Benjamin Franklin a pu observer les points suivants. Tout d’abord, il fut étonné de la multitude de défauts dont il était rempli. Il observait des progrès très faibles qui l’ont presque poussé à abandonner. Pour synthétiser – les plus curieux d’entre vous auront le loisir de lire l’ouvrage complet -, Franklin a réussi à modeler quelques traits de sa personnalité. Mais il a surtout constaté que certaines vertus ne seraient jamais siennes. Et il en a conclu qu’il ne pourrait être parfait au sens où il avait défini lui-même les 13 vertus, qu’il ne pouvait ainsi modifier seulement quelques traits de sa personnalité et qu’il devait s’en accommoder ainsi, tout en ayant conscience de ses limites afin d’en minimiser les impacts négatifs dans sa vie quotidienne.
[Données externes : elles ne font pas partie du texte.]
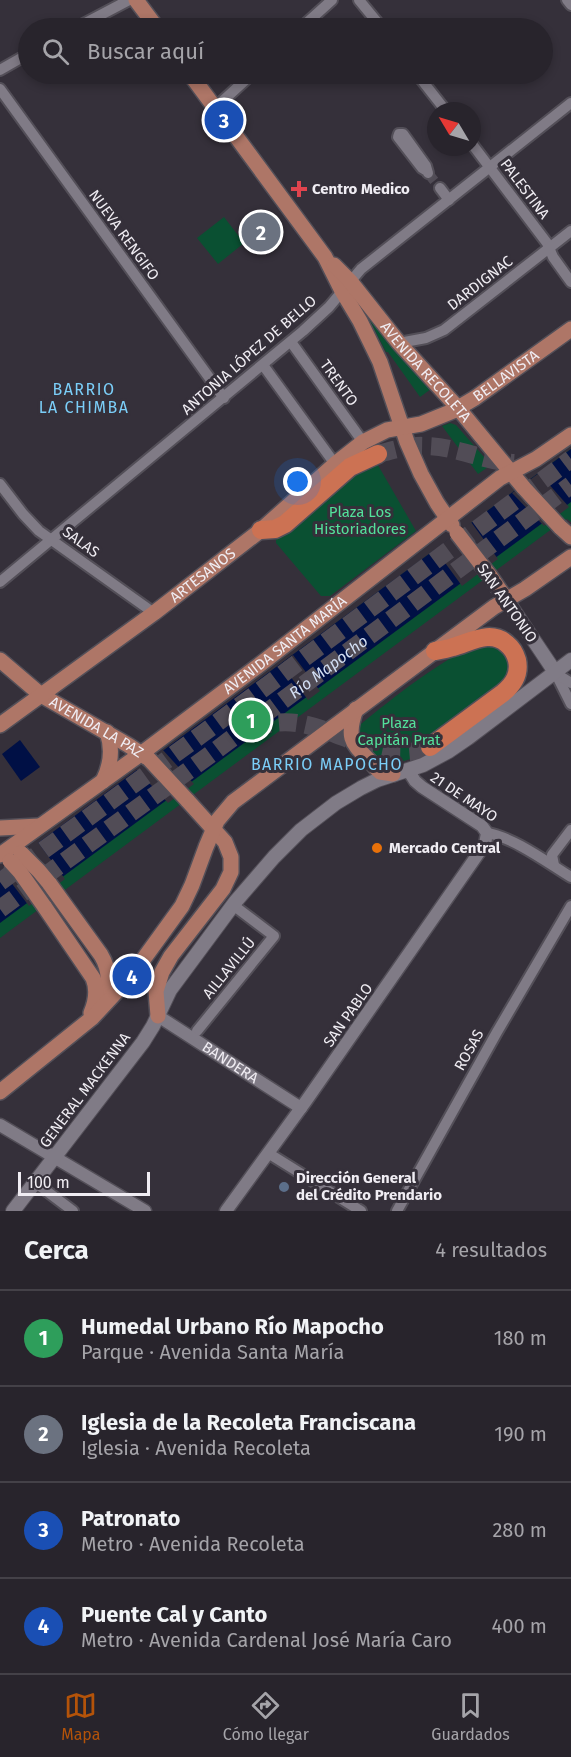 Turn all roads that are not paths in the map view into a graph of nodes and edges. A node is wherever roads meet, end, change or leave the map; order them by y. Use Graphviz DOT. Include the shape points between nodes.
graph roads {
  1 [pos="129,0"];
  2 [pos="136,0"];
  3 [pos="332,0"];
  4 [pos="359,0"];
  5 [pos="567,0"];
  6 [pos="571,5"];
  7 [pos="95,18"];
  8 [pos="150,18"];
  9 [pos="312,18"];
  10 [pos="374,18"];
  11 [pos="18,60"];
  12 [pos="0,70"];
  13 [pos="197,84"];
  14 [pos="241,84"];
  15 [pos="425,84"];
  16 [pos="0,89"];
  17 [pos="439,102"];
  18 [pos="571,103"];
  19 [pos="215,108"];
  20 [pos="481,156"];
  21 [pos="490,167"];
  22 [pos="440,188"];
  23 [pos="448,200"];
  24 [pos="571,231"];
  25 [pos="550,248"];
  26 [pos="571,282"];
  27 [pos="346,286"];
  28 [pos="571,329"];
  29 [pos="291,342"];
  30 [pos="399,343"];
  31 [pos="263,365"];
  32 [pos="224,398"];
  33 [pos="458,408"];
  34 [pos="402,426"];
  35 [pos="571,435"];
  36 [pos="363,442"];
  37 [pos="378,454"];
  38 [pos="335,464"];
  39 [pos="511,472"];
  40 [pos="0,484"];
  41 [pos="447,518"];
  42 [pos="261,530"];
  43 [pos="566,532"];
  44 [pos="51,540"];
  45 [pos="571,557"];
  46 [pos="0,582"];
  47 [pos="506,599"];
  48 [pos="154,613"];
  49 [pos="435,651"];
  50 [pos="0,660"];
  51 [pos="571,660"];
  52 [pos="555,672"];
  53 [pos="571,683"];
  54 [pos="41,695"];
  55 [pos="571,704"];
  56 [pos="356,709"];
  57 [pos="0,725"];
  58 [pos="107,732"];
  59 [pos="430,747"];
  60 [pos="146,756"];
  61 [pos="408,770"];
  62 [pos="393,774"];
  63 [pos="103,781"];
  64 [pos="41,825"];
  65 [pos="0,828"];
  66 [pos="214,828"];
  67 [pos="571,830"];
  68 [pos="487,833"];
  69 [pos="6,852"];
  70 [pos="554,865"];
  71 [pos="571,877"];
  72 [pos="233,905"];
  73 [pos="571,906"];
  74 [pos="100,1010"];
  75 [pos="158,1016"];
  76 [pos="83,1026"];
  77 [pos="197,1031"];
  78 [pos="0,1092"];
  79 [pos="301,1108"];
  80 [pos="0,1125"];
  81 [pos="268,1154"];
  82 [pos="55,1157"];
  83 [pos="36,1183"];
  84 [pos="131,1207"];
  85 [pos="14,1211"];
  86 [pos="73,1211"];
  87 [pos="145,1211"];
  88 [pos="226,1211"];
  89 [pos="361,1211"];
  90 [pos="397,1211"];
  1 -- 7 [label="street"];
  2 -- 8 [label="main road"];
  3 -- 9 [label="street"];
  4 -- 10 [label="street"];
  5 -- 6 [label="street"];
  11 -- 12 [label="street"];
  13 -- 19 [label="main road, AVENIDA RECOLETA"];
  14 -- 19 [label="street"];
  15 -- 17 [label="street"];
  16 -- 32 [label="street, NUEVA RENGIFO"];
  18 -- 21 [label="street, ANTONIA LÓPEZ DE BELLO"];
  19 -- 27 [label="main road, AVENIDA RECOLETA"];
  20 -- 21 [label="street, PALESTINA"];
  21 -- 23 [label="street, ANTONIA LÓPEZ DE BELLO"];
  21 -- 25 [label="street, PALESTINA"];
  22 -- 23 [label="street"];
  23 -- 27 [label="street, ANTONIA LÓPEZ DE BELLO" via="361,269"];
  24 -- 25 [label="street, DARDIGNAC"];
  25 -- 26 [label="street, PALESTINA"];
  25 -- 30 [label="street, DARDIGNAC" via="444,330"];
  27 -- 29 [label="street, ANTONIA LÓPEZ DE BELLO"];
  27 -- 30 [label="main road, AVENIDA RECOLETA"];
  27 -- 34 [label="main road, AVENIDA RECOLETA" via="380,362"];
  28 -- 33 [label="main road, BELLAVISTA"];
  29 -- 31 [label="street, ANTONIA LÓPEZ DE BELLO"];
  29 -- 36 [label="street, TRENTO"];
  30 -- 33 [label="main road, AVENIDA RECOLETA"];
  31 -- 32 [label="street, ANTONIA LÓPEZ DE BELLO"];
  31 -- 38 [label="street"];
  32 -- 44 [label="street, ANTONIA LÓPEZ DE BELLO"];
  33 -- 34 [label="main road, BELLAVISTA" via="421,424"];
  33 -- 39 [label="main road, AVENIDA RECOLETA"];
  34 -- 36 [label="main road, ARTESANOS"];
  34 -- 41 [label="main road, AVENIDA RECOLETA" via="421,474"];
  35 -- 39 [label="main road, AVENIDA SANTA MARÍA"];
  36 -- 38 [label="main road, ARTESANOS"];
  37 -- 42 [label="highway" via="360,461 285,524 275,530"];
  38 -- 42 [label="main road, ARTESANOS"];
  39 -- 41 [label="main road, AVENIDA SANTA MARÍA"];
  39 -- 43 [label="main road, AVENIDA RECOLETA, bridge"];
  40 -- 44 [label="street, SALAS" via="31,524"];
  41 -- 47 [label="main road, SAN ANTONIO, bridge"];
  41 -- 60 [label="main road, AVENIDA SANTA MARÍA"];
  42 -- 48 [label="main road, ARTESANOS"];
  44 -- 46 [label="street, ANTONIA LÓPEZ DE BELLO"];
  44 -- 48 [label="street, SALAS"];
  45 -- 47 [label="main road"];
  47 -- 49 [label="main road"];
  47 -- 52 [label="main road, SAN ANTONIO"];
  48 -- 54 [label="main road, ARTESANOS"];
  49 -- 56 [label="main road"];
  49 -- 59 [label="highway" via="483,637 497,638 514,651 517,673 503,693"];
  50 -- 54 [label="main road, AVENIDA LA PAZ"];
  51 -- 52 [label="main road, GENERAL MACKENNA"];
  52 -- 53 [label="street, SAN ANTONIO"];
  52 -- 55 [label="street"];
  52 -- 61 [label="main road, GENERAL MACKENNA" via="468,738 437,758"];
  54 -- 57 [label="main road, ARTESANOS"];
  54 -- 58 [label="main road, AVENIDA LA PAZ"];
  56 -- 62 [label="main road" via="351,739 380,772"];
  56 -- 66 [label="main road" via="233,802"];
  58 -- 60 [label="main road, AVENIDA LA PAZ"];
  58 -- 63 [label="main road" via="111,751"];
  60 -- 63 [label="main road, AVENIDA SANTA MARÍA"];
  60 -- 66 [label="main road, AVENIDA LA PAZ, bridge"];
  61 -- 62 [label="main road, GENERAL MACKENNA"];
  61 -- 68 [label="street, 21 DE MAYO" via="422,788 477,822"];
  62 -- 72 [label="main road, GENERAL MACKENNA" via="351,794 311,822 274,856"];
  63 -- 64 [label="main road, AVENIDA SANTA MARÍA"];
  64 -- 65 [label="main road"];
  64 -- 69 [label="main road, AVENIDA SANTA MARÍA"];
  66 -- 74 [label="main road" via="188,896 175,918"];
  66 -- 75 [label="main road, AVENIDA LA PAZ" via="229,850 230,875 162,972 156,991"];
  67 -- 70 [label="street" via="552,855"];
  68 -- 70 [label="street, 21 DE MAYO"];
  68 -- 79 [label="street, SAN PABLO" via="482,850"];
  69 -- 74 [label="main road, bridge" via="39,871 101,955 107,966 108,988"];
  69 -- 76 [label="main road, bridge" via="95,982 96,999"];
  70 -- 71 [label="street, 21 DE MAYO"];
  72 -- 75 [label="main road, GENERAL MACKENNA" via="170,990"];
  72 -- 77 [label="street, AILLAVILLÚ" via="274,936"];
  73 -- 90 [label="street, ROSAS"];
  74 -- 76 [label="main road"];
  75 -- 79 [label="street, BANDERA"];
  75 -- 82 [label="main road, GENERAL MACKENNA" via="143,1042"];
  76 -- 78 [label="main road"];
  79 -- 81 [label="street, SAN PABLO"];
  80 -- 82 [label="street"];
  81 -- 88 [label="street, SAN PABLO"];
  81 -- 89 [label="street"];
  82 -- 83 [label="main road, GENERAL MACKENNA"];
  82 -- 84 [label="street"];
  83 -- 85 [label="main road, GENERAL MACKENNA"];
  83 -- 86 [label="street"];
  84 -- 87 [label="street"];
}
Cette expérience de vie eut néanmoins l’avantage de se questionner sur les fondements philosophiques des actes et sentiments qui permettent l’épanouissement d’un homme. Franklin désirait même rédiger un livre qu’il aurait intitulé L’Art de la vertu afin de fournir à tout homme les moyens et la manière d’acquérir la vertu. Et comme il l’a lui-même expliqué, celui qui s’essaie à perfectionner son écriture dans le sillage des plus belles écritures, même s’il n’atteint pas la perfection, il rend son écriture plus nettement lisible. Pour le paraphraser, nous pourrions dire que le travail d’amélioration vers un objectif peut paraitre ambitieux. Il permet néanmoins de s’améliorer et contrairement à celui qui se sera contenté de penser à s’améliorer, le fait de faire et de commencer une entreprise est toujours profitable.
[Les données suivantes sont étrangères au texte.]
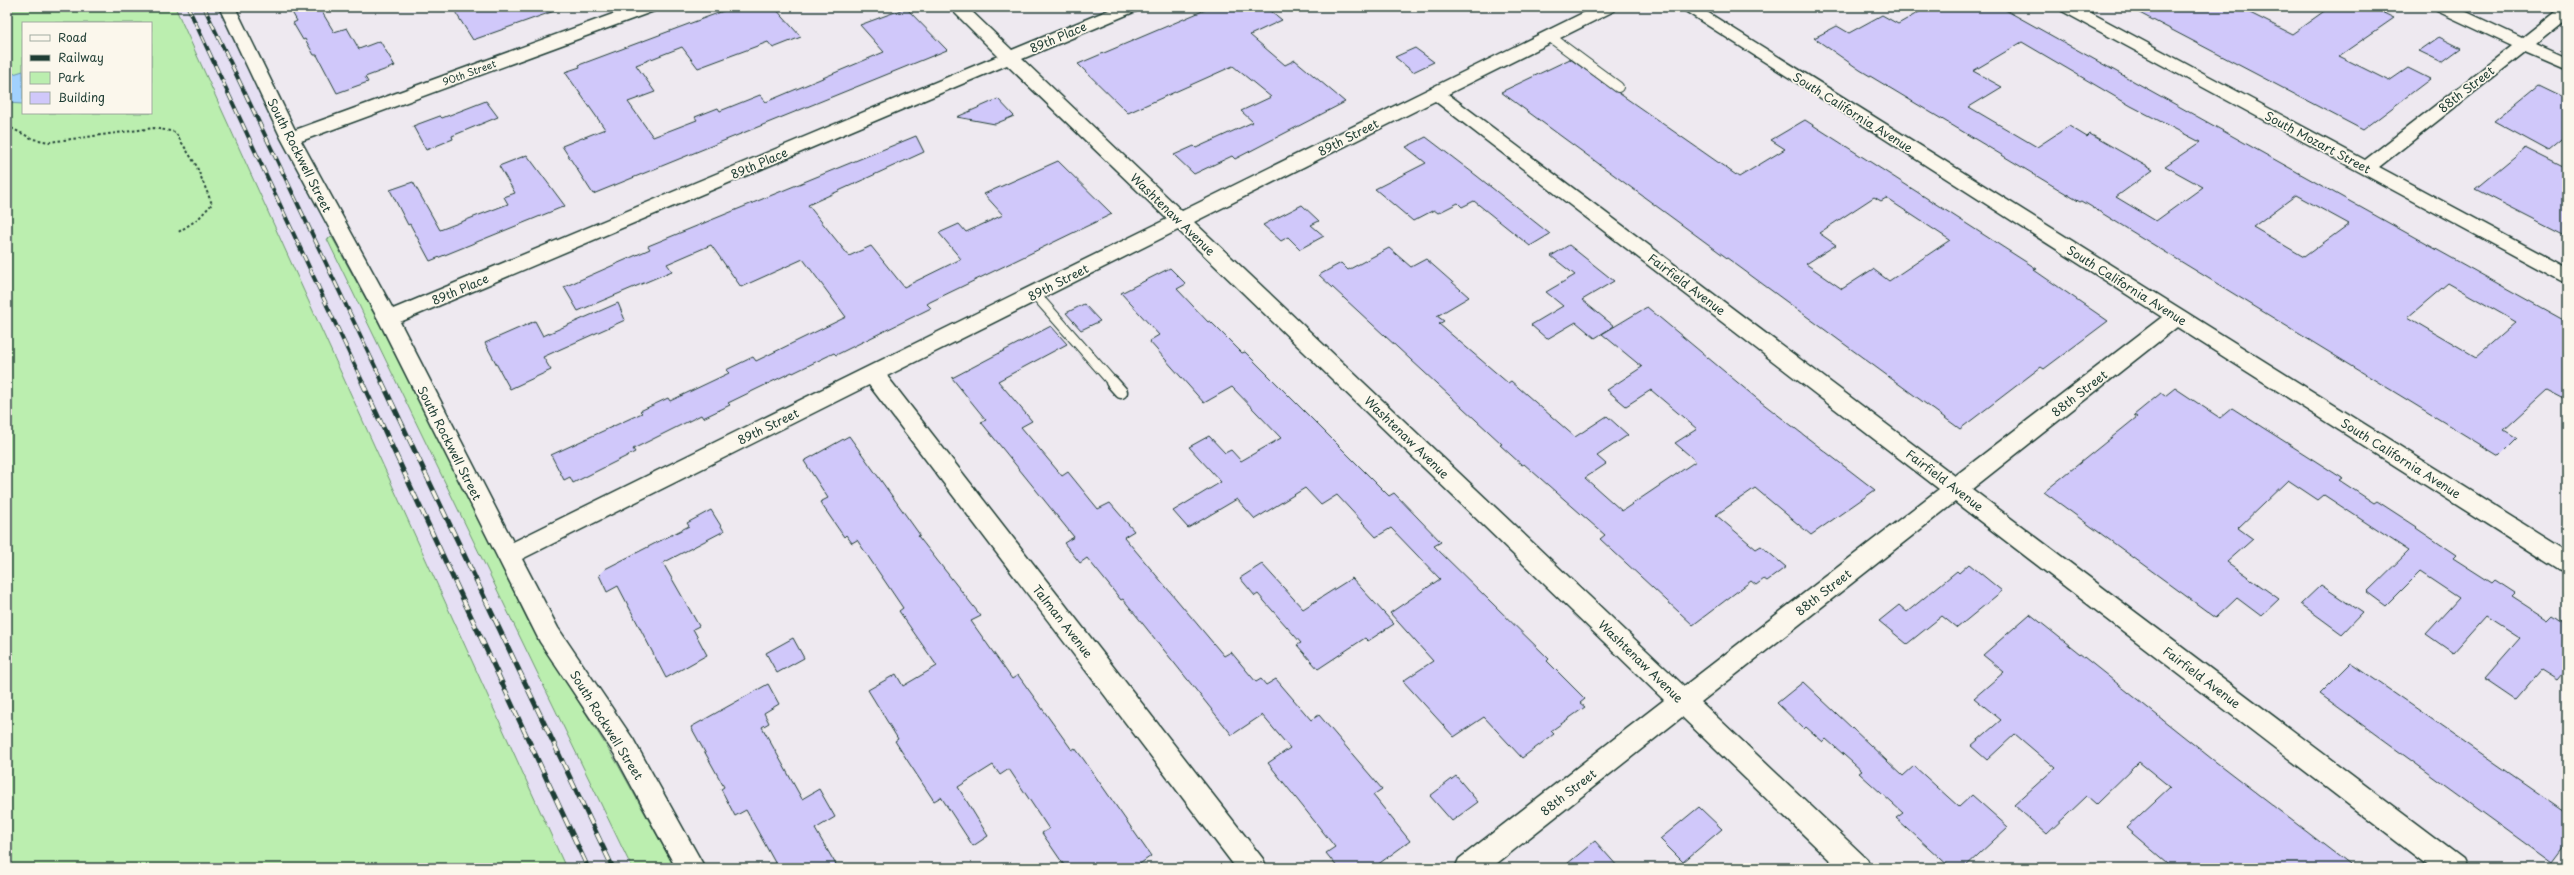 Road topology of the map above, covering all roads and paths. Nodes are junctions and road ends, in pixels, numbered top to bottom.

Apports de Franklin pour la définition d’un process et sa mise en application

réflexion investissement boursierLes leçons que nous pouvons tirer de cette expérience à titre d’individu (ou d’entité) qui a la volonté d’améliorer un système dans un but précis sont tout d’abord qu’une rigidité extrême n’est pas tenable dans le temps. Un process, quel qu’il soit, doit pouvoir s’accommoder dans sa mise en œuvre d’une certaine souplesse. Ou autrement dit, pour chaque individu (ou entité), le process doit être adapté à ce que nous pouvons appeler les us et coutumes. Si les contraintes du process sont trop fortes, en décalage avec les habitudes de vie ou trop éloignés des fonctionnements historiques classiques d’une organisation, il aura du mal à être adopté et sera difficilement durable, pérenne.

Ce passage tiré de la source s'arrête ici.